40. Up all Saturday night
During my 30th year, I just decided to go and take things easy for a while. I would just stay up late and bring a lot of books to a 24 hour joint, and order a coke, and drink and drink and read and read. It was a strange time in my life. I felt that I was in a shuttle that was moving very fast over great distances, but at the same time I wasn’t really doing anything in particular. It could be the story of my life, that I was constantly being disconnected from reality.
I also had the habit of going to a gourmet coffee joint, curled up with a book, and hanging out there for upwards of 2-3 hours, just reading. It felt great at first, and I almost came to think of Starbucks as the modern version of the opium den. Eventually I got bored of all that, but it took me a long time to get bored.
41. In camp training
It’s actually a novel experience for me to be going through in camp training. When I finished my full time service, I had only finished the courses. I hadn’t had any operational experience. For me now, I would have thought of it as a great experience. I would have gotten some insight into what operational matters were all about. I didn’t get that in the uni because I studiously avoided engineering courses. I got found out in the first few years at work and it almost destroyed my career.
Funnily enough, I was in a position of some authority at my unit, since I was the second last in the pecking order. I actually had to be a commander of an armoured vehicle. It was a bit nerve wrecking at first, and all my men enjoyed laughing at me. Till now, I don’t really know if I have what it takes to command them. But it doesn’t really matter. ICT was one big party, compared to active service. I did learn a lot, I did work at being better, but I knew that I could never be a commander. No matter now, since I’ve only 2 more cycles to go.

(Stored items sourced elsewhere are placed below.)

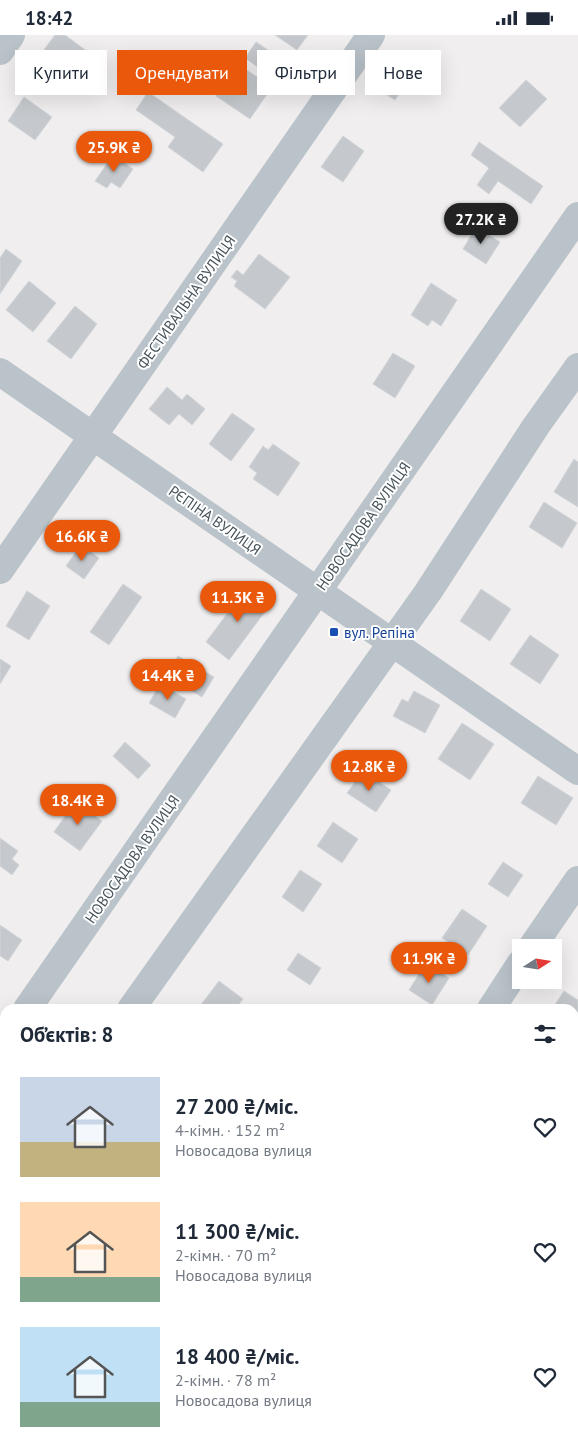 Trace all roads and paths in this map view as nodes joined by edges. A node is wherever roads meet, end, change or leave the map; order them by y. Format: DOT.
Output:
graph roads {
  1 [pos="11,35"];
  2 [pos="371,35"];
  3 [pos="0,51"];
  4 [pos="578,216"];
  5 [pos="578,367"];
  6 [pos="0,371"];
  7 [pos="93,436"];
  8 [pos="0,570"];
  9 [pos="318,591"];
  10 [pos="392,642"];
  11 [pos="578,771"];
  12 [pos="578,880"];
  13 [pos="537,939"];
  14 [pos="512,976"];
  15 [pos="31,1004"];
  16 [pos="135,1004"];
  17 [pos="493,1004"];
  1 -- 3 [label="street"];
  2 -- 7 [label="street, ФЕСТИВАЛЬНА ВУЛИЦЯ"];
  4 -- 9 [label="street, НОВОСАДОВА ВУЛИЦЯ"];
  5 -- 10 [label="street"];
  6 -- 7 [label="street, РЄПІНА ВУЛИЦЯ"];
  7 -- 8 [label="street, ФЕСТИВАЛЬНА ВУЛИЦЯ"];
  7 -- 9 [label="street, РЄПІНА ВУЛИЦЯ"];
  9 -- 10 [label="street, РЄПІНА ВУЛИЦЯ"];
  9 -- 15 [label="street, НОВОСАДОВА ВУЛИЦЯ"];
  10 -- 11 [label="street, РЄПІНА ВУЛИЦЯ"];
  10 -- 16 [label="street"];
  12 -- 13 [label="street"];
  14 -- 17 [label="street"];
} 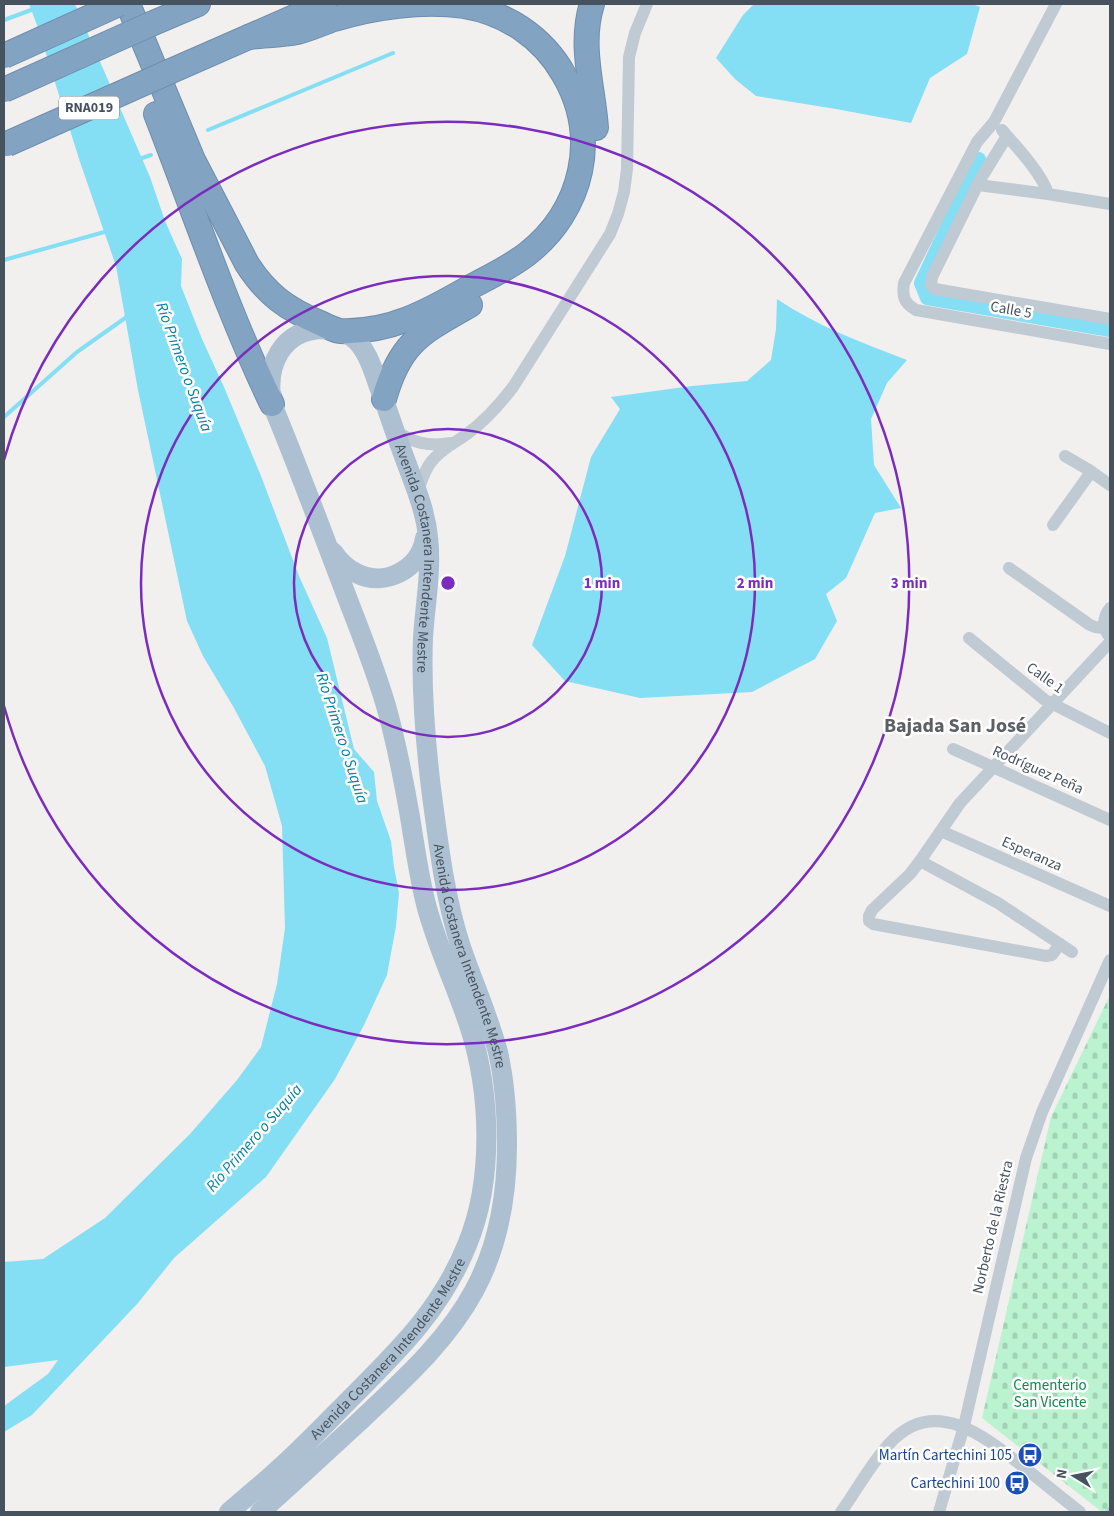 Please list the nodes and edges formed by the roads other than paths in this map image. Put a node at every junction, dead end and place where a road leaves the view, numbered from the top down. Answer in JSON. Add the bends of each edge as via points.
{"nodes":[{"id":1,"x":111,"y":4,"type":"edge"},
{"id":2,"x":119,"y":4,"type":"edge"},
{"id":3,"x":128,"y":4,"type":"edge"},
{"id":4,"x":198,"y":4,"type":"edge"},
{"id":5,"x":324,"y":4,"type":"edge"},
{"id":6,"x":592,"y":4,"type":"edge"},
{"id":7,"x":647,"y":4,"type":"edge"},
{"id":8,"x":1056,"y":4,"type":"edge"},
{"id":9,"x":249,"y":37,"type":"junction"},
{"id":10,"x":4,"y":56,"type":"edge"},
{"id":11,"x":4,"y":90,"type":"edge"},
{"id":12,"x":994,"y":122,"type":"junction"},
{"id":13,"x":1007,"y":136,"type":"junction"},
{"id":14,"x":5,"y":145,"type":"edge"},
{"id":15,"x":978,"y":184,"type":"junction"},
{"id":16,"x":1048,"y":194,"type":"junction"},
{"id":17,"x":1110,"y":204,"type":"edge"},
{"id":18,"x":1110,"y":319,"type":"edge"},
{"id":19,"x":338,"y":331,"type":"junction"},
{"id":20,"x":1110,"y":344,"type":"edge"},
{"id":21,"x":384,"y":399,"type":"junction"},
{"id":22,"x":272,"y":404,"type":"junction"},
{"id":23,"x":393,"y":428,"type":"junction"},
{"id":24,"x":453,"y":443,"type":"junction"},
{"id":25,"x":1065,"y":456,"type":"dead end"},
{"id":26,"x":1091,"y":472,"type":"junction"},
{"id":27,"x":1110,"y":486,"type":"edge"},
{"id":28,"x":417,"y":493,"type":"junction"},
{"id":29,"x":426,"y":523,"type":"junction"},
{"id":30,"x":1053,"y":525,"type":"dead end"},
{"id":31,"x":328,"y":543,"type":"junction"},
{"id":32,"x":1009,"y":568,"type":"dead end"},
{"id":33,"x":1110,"y":608,"type":"edge"},
{"id":34,"x":1108,"y":636,"type":"edge"},
{"id":35,"x":969,"y":638,"type":"dead end"},
{"id":36,"x":1052,"y":705,"type":"junction"},
{"id":37,"x":1110,"y":732,"type":"edge"},
{"id":38,"x":953,"y":749,"type":"dead end"},
{"id":39,"x":995,"y":768,"type":"junction"},
{"id":40,"x":1110,"y":820,"type":"edge"},
{"id":41,"x":941,"y":831,"type":"junction"},
{"id":42,"x":920,"y":861,"type":"junction"},
{"id":43,"x":1110,"y":906,"type":"edge"},
{"id":44,"x":1060,"y":944,"type":"junction"},
{"id":45,"x":1072,"y":952,"type":"dead end"},
{"id":46,"x":1110,"y":960,"type":"edge"},
{"id":47,"x":964,"y":1426,"type":"junction"},
{"id":48,"x":229,"y":1512,"type":"edge"},
{"id":49,"x":260,"y":1512,"type":"edge"},
{"id":50,"x":841,"y":1512,"type":"edge"},
{"id":51,"x":939,"y":1512,"type":"edge"},
{"id":52,"x":1080,"y":1512,"type":"edge"}],
"edges":[{"from":1,"to":22,"type":"highway","via":[[216,275]]},
{"from":2,"to":10,"type":"highway","bridge":true},
{"from":3,"to":19,"type":"highway","via":[[193,160],[247,264],[280,302]]},
{"from":4,"to":11,"type":"highway","bridge":true},
{"from":5,"to":9,"type":"highway","number":"RNA019"},
{"from":6,"to":21,"type":"highway","via":[[586,54],[595,118],[596,158],[594,175],[581,212],[564,238],[542,260],[408,346],[394,368]]},
{"from":7,"to":24,"type":"street","via":[[629,57],[627,169],[624,192],[610,234],[513,387],[492,412]]},
{"from":8,"to":12,"type":"street"},
{"from":9,"to":14,"type":"highway","number":"RNA019","bridge":true},
{"from":9,"to":19,"type":"highway","via":[[296,32],[352,14],[390,8],[446,5],[480,10],[511,21],[539,41],[561,68],[580,112],[583,145],[576,189],[560,219],[538,244],[513,264],[414,317],[386,327]]},
{"from":12,"to":13,"type":"street"},
{"from":12,"to":20,"type":"street","name":"Calle 5","via":[[977,142],[904,283],[902,295],[916,310]]},
{"from":13,"to":15,"type":"street"},
{"from":13,"to":16,"type":"street"},
{"from":15,"to":16,"type":"street"},
{"from":15,"to":18,"type":"street","via":[[931,286]]},
{"from":16,"to":17,"type":"street"},
{"from":19,"to":21,"type":"main road","name":"Avenida Costanera Intendente Mestre","via":[[354,338],[365,353]]},
{"from":19,"to":22,"type":"main road","name":"Avenida Costanera Intendente Mestre","via":[[311,331],[283,346],[270,380]]},
{"from":21,"to":23,"type":"main road","name":"Avenida Costanera Intendente Mestre"},
{"from":22,"to":31,"type":"main road","name":"Avenida Costanera Intendente Mestre"},
{"from":23,"to":24,"type":"street","via":[[418,443]]},
{"from":23,"to":28,"type":"main road","name":"Avenida Costanera Intendente Mestre"},
{"from":24,"to":28,"type":"street","via":[[430,463]]},
{"from":25,"to":26,"type":"street"},
{"from":26,"to":27,"type":"street"},
{"from":26,"to":30,"type":"street"},
{"from":28,"to":29,"type":"main road","name":"Avenida Costanera Intendente Mestre"},
{"from":29,"to":31,"type":"main road","via":[[425,540],[412,566],[382,578],[365,577],[350,570]]},
{"from":29,"to":49,"type":"main road","name":"Avenida Costanera Intendente Mestre","via":[[429,549],[422,667],[429,769],[453,919],[504,1080],[507,1179],[503,1206],[497,1234],[474,1291],[432,1349]]},
{"from":31,"to":48,"type":"main road","name":"Avenida Costanera Intendente Mestre","via":[[380,687],[404,782],[426,907],[478,1056],[485,1110],[484,1174],[469,1242],[458,1267],[421,1325],[309,1439]]},
{"from":32,"to":34,"type":"street"},
{"from":33,"to":34,"type":"street","via":[[1104,620]]},
{"from":34,"to":36,"type":"street"},
{"from":35,"to":36,"type":"street","name":"Calle 1"},
{"from":36,"to":37,"type":"street","name":"Calle 1"},
{"from":36,"to":39,"type":"street"},
{"from":38,"to":39,"type":"street","name":"Rodríguez Peña"},
{"from":39,"to":40,"type":"street","name":"Rodríguez Peña"},
{"from":39,"to":41,"type":"street","via":[[960,803]]},
{"from":41,"to":42,"type":"street"},
{"from":41,"to":43,"type":"street","name":"Esperanza"},
{"from":42,"to":44,"type":"street","via":[[983,895]]},
{"from":42,"to":44,"type":"street","via":[[872,910],[869,921],[1046,956],[1052,955]]},
{"from":44,"to":45,"type":"street"},
{"from":46,"to":47,"type":"street","name":"Norberto de la Riestra","via":[[1042,1112],[1026,1158]]},
{"from":47,"to":50,"type":"street","via":[[939,1420],[909,1428],[890,1442]]},
{"from":47,"to":51,"type":"street","name":"Norberto de la Riestra"},
{"from":47,"to":52,"type":"street","via":[[998,1446]]}]} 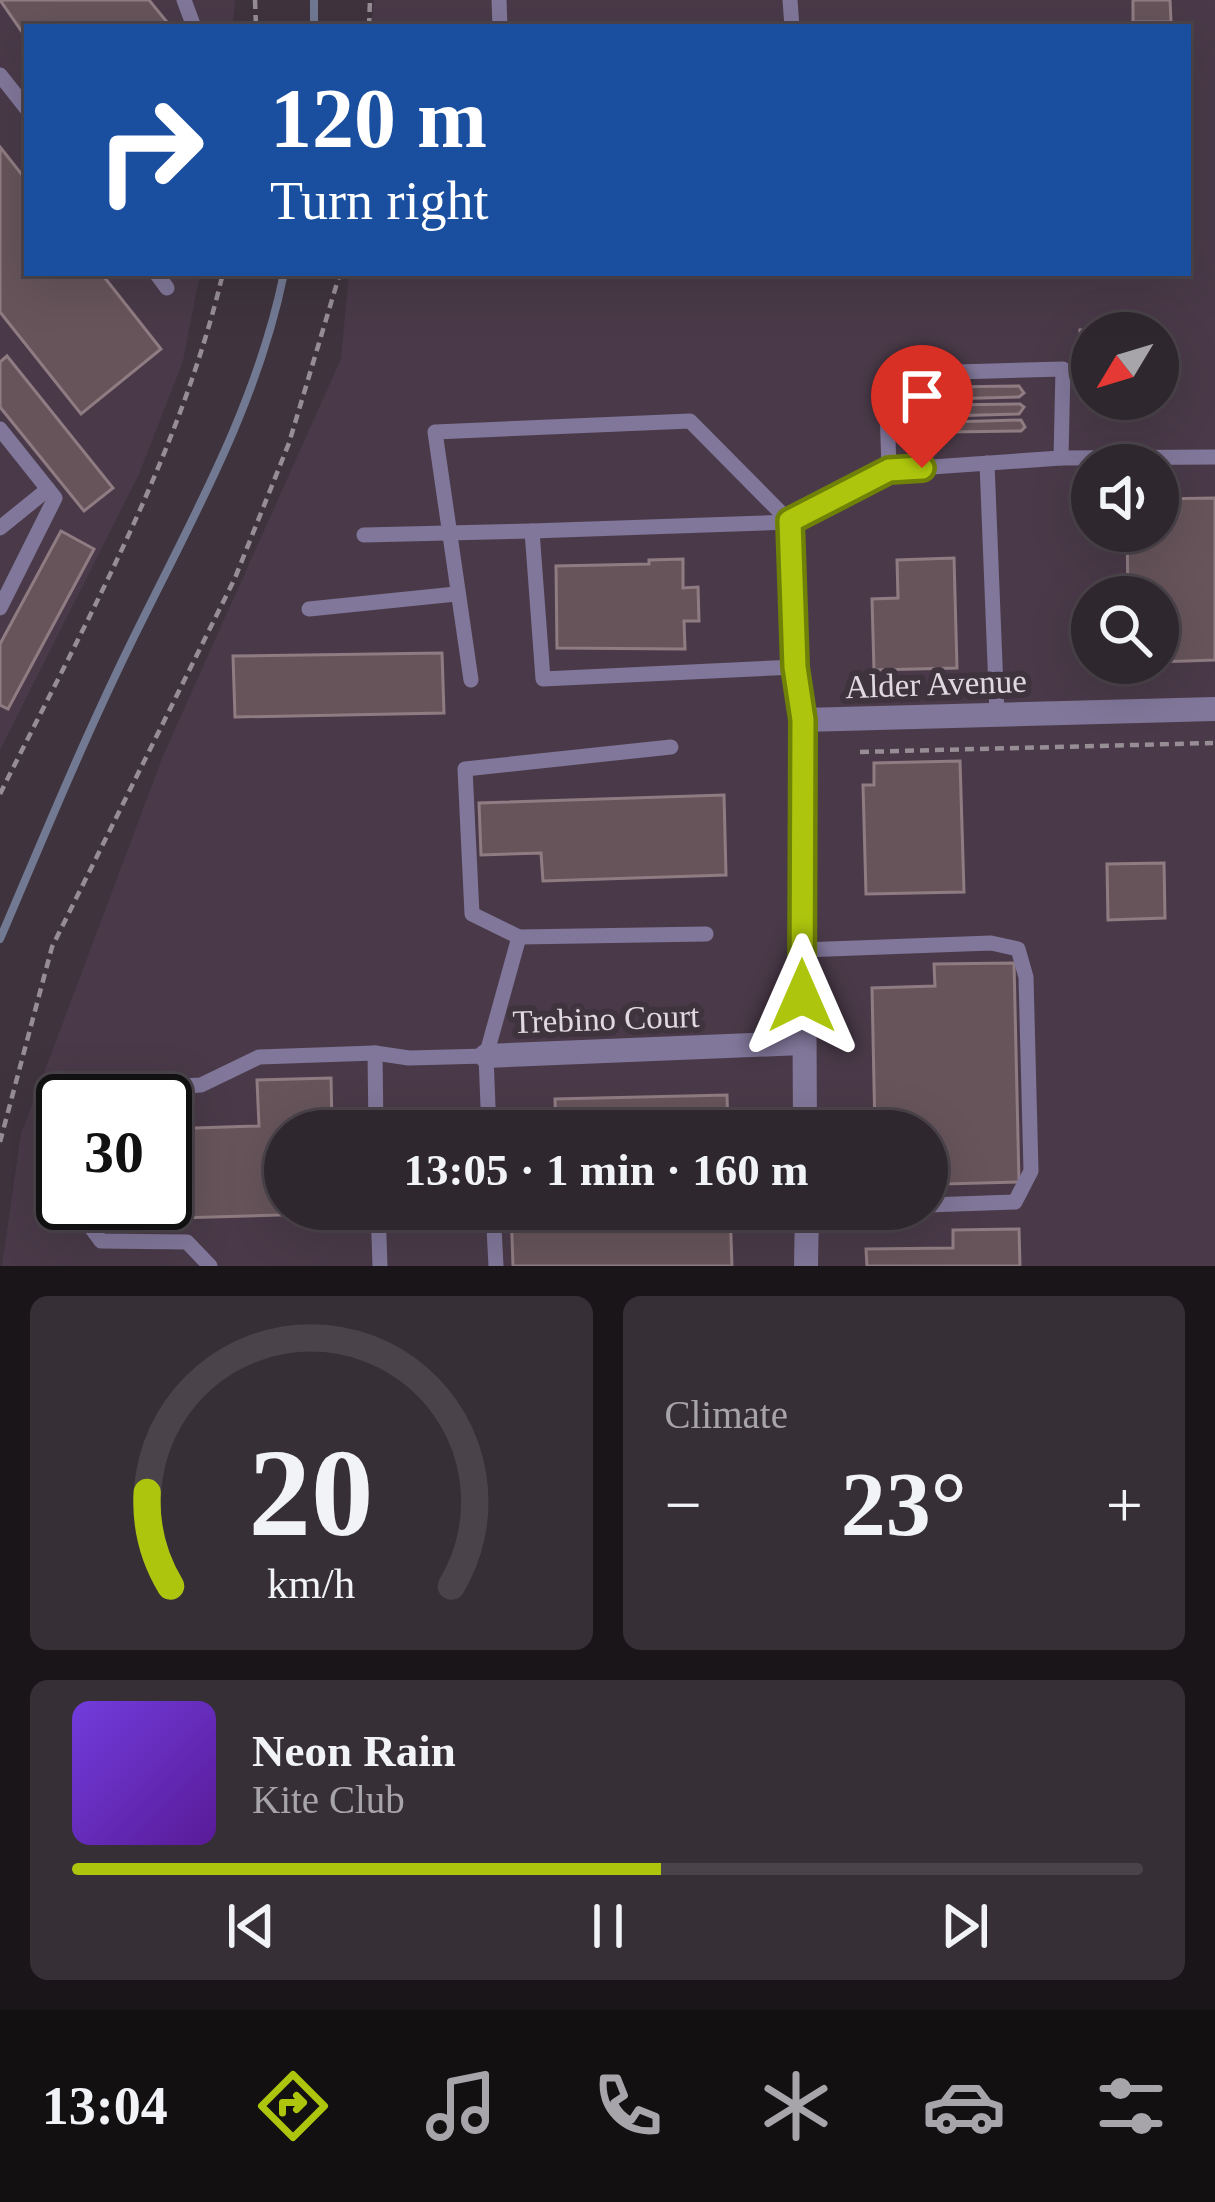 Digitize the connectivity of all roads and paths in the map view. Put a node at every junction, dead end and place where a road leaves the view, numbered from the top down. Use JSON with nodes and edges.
{"nodes":[{"id":1,"x":0,"y":75,"type":"edge"},
{"id":2,"x":24,"y":105,"type":"edge"},
{"id":3,"x":158,"y":276,"type":"edge"},
{"id":4,"x":222,"y":276,"type":"edge"},
{"id":5,"x":339,"y":276,"type":"edge"},
{"id":6,"x":167,"y":288,"type":"dead end"},
{"id":7,"x":1,"y":433,"type":"edge"},
{"id":8,"x":1215,"y":457,"type":"edge"},
{"id":9,"x":1061,"y":458,"type":"junction"},
{"id":10,"x":987,"y":464,"type":"junction"},
{"id":11,"x":889,"y":470,"type":"junction"},
{"id":12,"x":48,"y":489,"type":"junction"},
{"id":13,"x":790,"y":521,"type":"junction"},
{"id":14,"x":0,"y":528,"type":"edge"},
{"id":15,"x":532,"y":531,"type":"junction"},
{"id":16,"x":448,"y":532,"type":"junction"},
{"id":17,"x":364,"y":535,"type":"dead end"},
{"id":18,"x":456,"y":594,"type":"junction"},
{"id":19,"x":0,"y":608,"type":"edge"},
{"id":20,"x":309,"y":609,"type":"dead end"},
{"id":21,"x":795,"y":667,"type":"junction"},
{"id":22,"x":470,"y":680,"type":"dead end"},
{"id":23,"x":1215,"y":709,"type":"edge"},
{"id":24,"x":997,"y":714,"type":"junction"},
{"id":25,"x":803,"y":720,"type":"junction"},
{"id":26,"x":1213,"y":743,"type":"edge"},
{"id":27,"x":671,"y":747,"type":"dead end"},
{"id":28,"x":860,"y":752,"type":"dead end"},
{"id":29,"x":0,"y":794,"type":"edge"},
{"id":30,"x":706,"y":934,"type":"dead end"},
{"id":31,"x":519,"y":937,"type":"junction"},
{"id":32,"x":802,"y":950,"type":"junction"},
{"id":33,"x":802,"y":1043,"type":"junction"},
{"id":34,"x":375,"y":1053,"type":"junction"},
{"id":35,"x":486,"y":1056,"type":"junction"},
{"id":36,"x":192,"y":1085,"type":"edge"},
{"id":37,"x":376,"y":1110,"type":"edge"},
{"id":38,"x":488,"y":1110,"type":"edge"},
{"id":39,"x":804,"y":1110,"type":"edge"},
{"id":40,"x":0,"y":1142,"type":"edge"},
{"id":41,"x":948,"y":1204,"type":"edge"},
{"id":42,"x":93,"y":1230,"type":"edge"},
{"id":43,"x":379,"y":1230,"type":"edge"},
{"id":44,"x":494,"y":1230,"type":"edge"},
{"id":45,"x":807,"y":1230,"type":"edge"},
{"id":46,"x":210,"y":1266,"type":"edge"},
{"id":47,"x":380,"y":1266,"type":"edge"},
{"id":48,"x":496,"y":1266,"type":"edge"},
{"id":49,"x":806,"y":1266,"type":"edge"}],
"edges":[{"from":1,"to":2,"type":"lane"},
{"from":3,"to":6,"type":"lane"},
{"from":4,"to":29,"type":"path"},
{"from":5,"to":40,"type":"path"},
{"from":7,"to":12,"type":"lane"},
{"from":8,"to":9,"type":"lane"},
{"from":9,"to":10,"type":"lane"},
{"from":9,"to":11,"type":"lane"},
{"from":10,"to":11,"type":"lane"},
{"from":10,"to":24,"type":"lane"},
{"from":11,"to":13,"type":"lane"},
{"from":12,"to":14,"type":"lane"},
{"from":12,"to":19,"type":"lane"},
{"from":13,"to":15,"type":"lane"},
{"from":13,"to":16,"type":"lane"},
{"from":13,"to":21,"type":"street"},
{"from":15,"to":16,"type":"lane"},
{"from":15,"to":21,"type":"lane"},
{"from":16,"to":17,"type":"lane"},
{"from":16,"to":18,"type":"lane"},
{"from":18,"to":20,"type":"lane"},
{"from":18,"to":22,"type":"lane"},
{"from":21,"to":25,"type":"street"},
{"from":23,"to":24,"type":"street","name":"Alder Avenue"},
{"from":24,"to":25,"type":"street","name":"Alder Avenue"},
{"from":25,"to":32,"type":"street"},
{"from":26,"to":28,"type":"path"},
{"from":27,"to":31,"type":"lane"},
{"from":30,"to":31,"type":"lane"},
{"from":31,"to":35,"type":"lane"},
{"from":32,"to":33,"type":"street"},
{"from":32,"to":41,"type":"lane"},
{"from":33,"to":35,"type":"street","name":"Trebino Court"},
{"from":33,"to":39,"type":"street"},
{"from":34,"to":35,"type":"lane"},
{"from":34,"to":36,"type":"lane"},
{"from":34,"to":37,"type":"lane"},
{"from":35,"to":38,"type":"lane"},
{"from":42,"to":46,"type":"lane"},
{"from":43,"to":47,"type":"lane"},
{"from":44,"to":48,"type":"lane"},
{"from":45,"to":49,"type":"street"}]}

I just felt that it was a funny thing, we were all obsessed with national service when we were school kids. When I was in my uniformed group, we were always told, we had to do this or else we wouldn’t be ready for service. And now I’m at the point where none of this would ever matter. It really felt that national service was one big anticlimax.
42. Remedial training
Most of the time I didn’t have to go out on my own to do my IPPT test. I would have at least 1 in camp training and the IPPT would be conducted then. Suddenly there was one full window where there was no training. And I forgot to take my IPPT test! It was horrifying. I was charged, I was fined, I had to go down to CMPB (taking leave, of course) and answer charges. Dress up in an army uniform. I was in this room, and the officer read the charges out to me. Then he said, “Are there any reason why din you do IPPT?” I said no. He was probably a little startled that I wasn’t going to come up with any bullshit. SAF officers are probably trained to think that you are being cheeky every time you open your mouth.
I got fined $50. But the next time, I was told, I would be thrown into detention barracks. So I got to be extra careful with my IPPTs now.
The funny thing is, I had an in camp training scheduled. And I would pass it if I passed my IPPT. I fucking failed my chin ups by 1. And in the end, I was subjected to the indignities of remedial training.
My 9 years were OK. They weren’t excellent, but they weren’t horrifying either. Except for my first few years at work, which were full of existential angst. They were, truthfully, quite underwhelming. And it did feel like I was just muddling along, and pushing all the big and important stuff to a time that was later in my life. In fact the first big event of my life that would come up would be my studies. Another big one, if I could manage it, would be to find a partner. A third one, would be to have a musical career of a larger or smaller sort.